On the other other hand (yes, I have three), incompetence shouldn’t shield you from the consequences of failing your responsibilities.
So…. Wait how did that work? If a customer called in and said they were being overcharged, or that they were paying X for Y and only getting half of Y… what happened?
That’s a very good question and thankfully I wasn’t part of the section who handled issues like those.
Good. That was such a bullshit excuse. It’s literally outputting from a spreadsheet.
If they can’t even give you an itemized bill, they’re making a number up.
The ISPs arguments are bogus, anyway. The claim they don’t know the costs when offering a contract, but suddenly remember each and everything when writing the bill…
My work is making bills out of ISPs’ data. Every kb of mobile data and every call minute is tracked and rated.
If you can charge the fee you can tell me about. Sounds pretty simple.
Yeah this isn’t even the complicated tax spaghetti. It’s just their junk fees.
They can charge it. It’s in the system. This was always a stall or attrition tactic.
Based.
Based.
How is there more than one? Unless you need something slightly unusual like a static IP. Otherwise, everything should be covered by type of subscription, cost of subscription.
Off the top of my head, I can think of a few for purely internet:
- Base cost
- Late fee
- Static IP
- Email Services (usually free and falling out of fashion)
- Taxes (don’t know if this counts as a fee for this?)
- There’s likely a “remote/rural location” fee
- There’s likely an “only option” “fee”
The last two are likely what’s being fought against.
- Modem rental fee/bring your own modem fee (either one)
- Last mile construction fee
- location differential fee https://www.broadbandsearch.net/blog/internet-cost-by-state
BYOM fee? Mf Comcast reduced my bill for bringing in my own modem, what the absolute shit?
Reduced, not eliminated.
It’s possible the BYOM fee is cheaper than the rental fee. You saw a decrease of your bill but doesn’t mean they didn’t charge you a different fee because they doesn’t have to list that out, until now.
I don’t believe it’s done any longer for most ISPs but it definitely happened in the past.
How fucked up is it that I would happily pay a bring your own modem fee, I asked and CenturyLink told me no
Feel lucky. You could have had a far worse CenturyLink experience.

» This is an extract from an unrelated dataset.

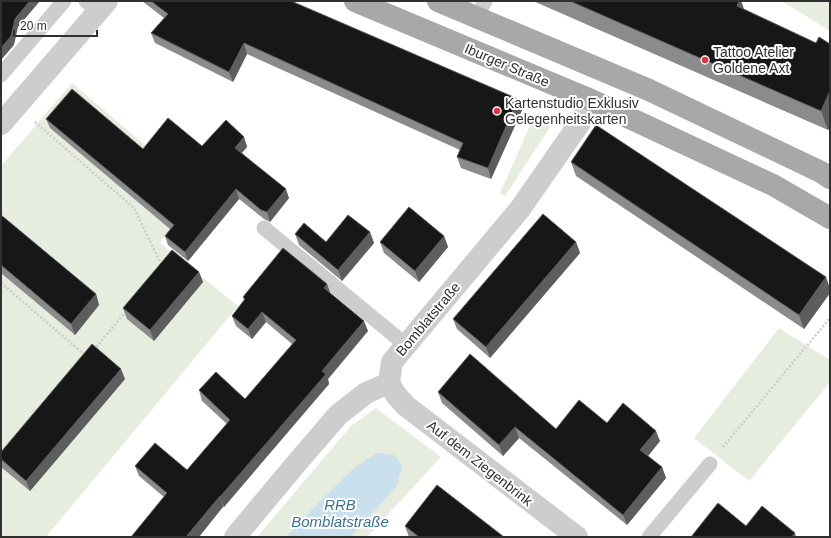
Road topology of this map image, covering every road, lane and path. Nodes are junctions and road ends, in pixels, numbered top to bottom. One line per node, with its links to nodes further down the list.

They got away with murder from Trump for so long they got used to it.
They’ll just make a fee for having to list their fees, and make the consumer pay for it.
It would be pretty bad for their reputation when its bad already.
But consequence? No. We can’t get onto the Internet without them.
Some decent news for a change at least
don’t charge any fees then you won’t have to change the system. pretty simple.
You just know that track all of those fees anyways to make sure they bill you for them. Not listing them is just malicious.